Wanting to know how plastic concentration changes with time further complicates data collection, because it requires another layer of information. So, how did researchers find information on plastics in the ocean spanning six decades when this issue has only gained attention fairly recently? Apparently plankton in the ocean has been measured since 1931 using a torpedo-shaped device called a Continuous Plankton Recorder (CPR). This CPR has been dragged behind ships-of-opportunity (meaning volunteer boats that are already planning a voyage), following very standardized protocols (such as dragging depth and speed), across the Northern Atlantic for decades. Its routes are shown in grey in Figure 2 and cover over 6.5 million nautical miles. This provides a very large sample area over which to monitor ocean plastics.

Figure 2. Map of Continuous Plankton Recorder sampling (grey) and macroplastic detection (colored circles) in the Northern Atlantic Ocean and adjacent seas. Copied without modification from Ostle et al. under a Creative Commons License.

Occasionally, the CPR fails because it has been entangled in something floating in the water. This failure, and the reason for it, are then recorded in a log… which has been kept for 6 decades! By searching through this log, Ostle and coworkers could determine when the floating entangler was a piece of plastic. They counted the number of failures due to plastic over time, which was representative of the amount of plastic in the ocean. The same technique has been used previously to monitor plastic in the ocean prior to 1990,2 but this study was the first to investigate 1990-2016.

The amount of plastic in the ocean is increasing

Figure 3 compares the number of entanglements of the CPR with plastic (blue bars) to the number of entanglements with natural material (grey bars), such as seaweed. Clearly there has been an increase in the number of failures due to plastic over time, compared to natural materials (which have stayed the same). This shows that there is an increasing amount of plastic in the ocean. Furthermore, since commodity plastics take a very long time to degrade, and then only to smaller and smaller plastics, we can assume that the pieces of macroplastic found in the past are still in there! Therefore, the cumulative amount of plastic (shaded area) can be taken to represent the total plastic in the ocean, and it’s increasing. Big time.

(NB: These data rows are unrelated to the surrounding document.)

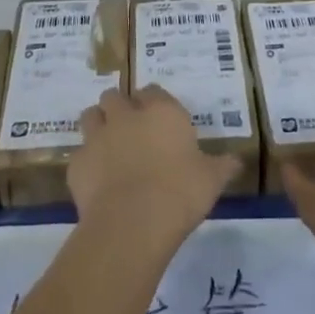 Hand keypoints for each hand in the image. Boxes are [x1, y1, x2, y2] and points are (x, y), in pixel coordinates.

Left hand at [68, 86, 241, 251]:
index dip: (153, 102)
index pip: (153, 91)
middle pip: (115, 96)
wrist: (132, 223)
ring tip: (108, 146)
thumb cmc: (180, 193)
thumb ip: (223, 166)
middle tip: (130, 129)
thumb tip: (238, 161)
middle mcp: (127, 116)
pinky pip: (80, 155)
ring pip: (90, 116)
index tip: (159, 119)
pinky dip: (87, 163)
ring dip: (98, 125)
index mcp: (162, 112)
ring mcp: (98, 137)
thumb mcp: (212, 180)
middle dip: (119, 107)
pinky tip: (97, 181)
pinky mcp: (77, 163) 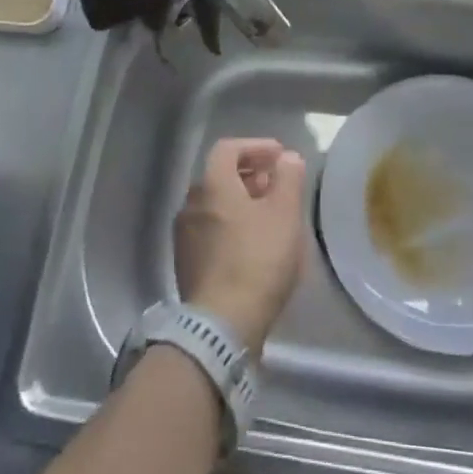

Figure 3. Annual counts of macroplastics (blue bars), natural material (grey bars), and cumulative sum of macroplastics (shaded green; representing the buildup in the oceans) detected in the Northern Atlantic. Adapted from Ostle et al. under a Creative Commons License.

What can we do to slow the accumulation of plastic in the environment? Apart from advocating for new technologies and better waste management programs, we can do our best to manage our waste. This can involve: reducing our consumption of single-use plastic, recycling what we can, and picking up some litter in our neighborhood. Every little bit helps.

Other Sources:

  1. Jambeck, J., Geyer, R., Wilcox, C., Siegler, T., Perryman, M., Andrady, A., Narayan, R., and Law, K. Science 347, 768 (2015).
  2. Thompson, R., Olsen, Y., Mitchell, R., Davis, A., Rowland, S., John, A., McGonigle, D., and Russell, A. Science 304, 838 (2004).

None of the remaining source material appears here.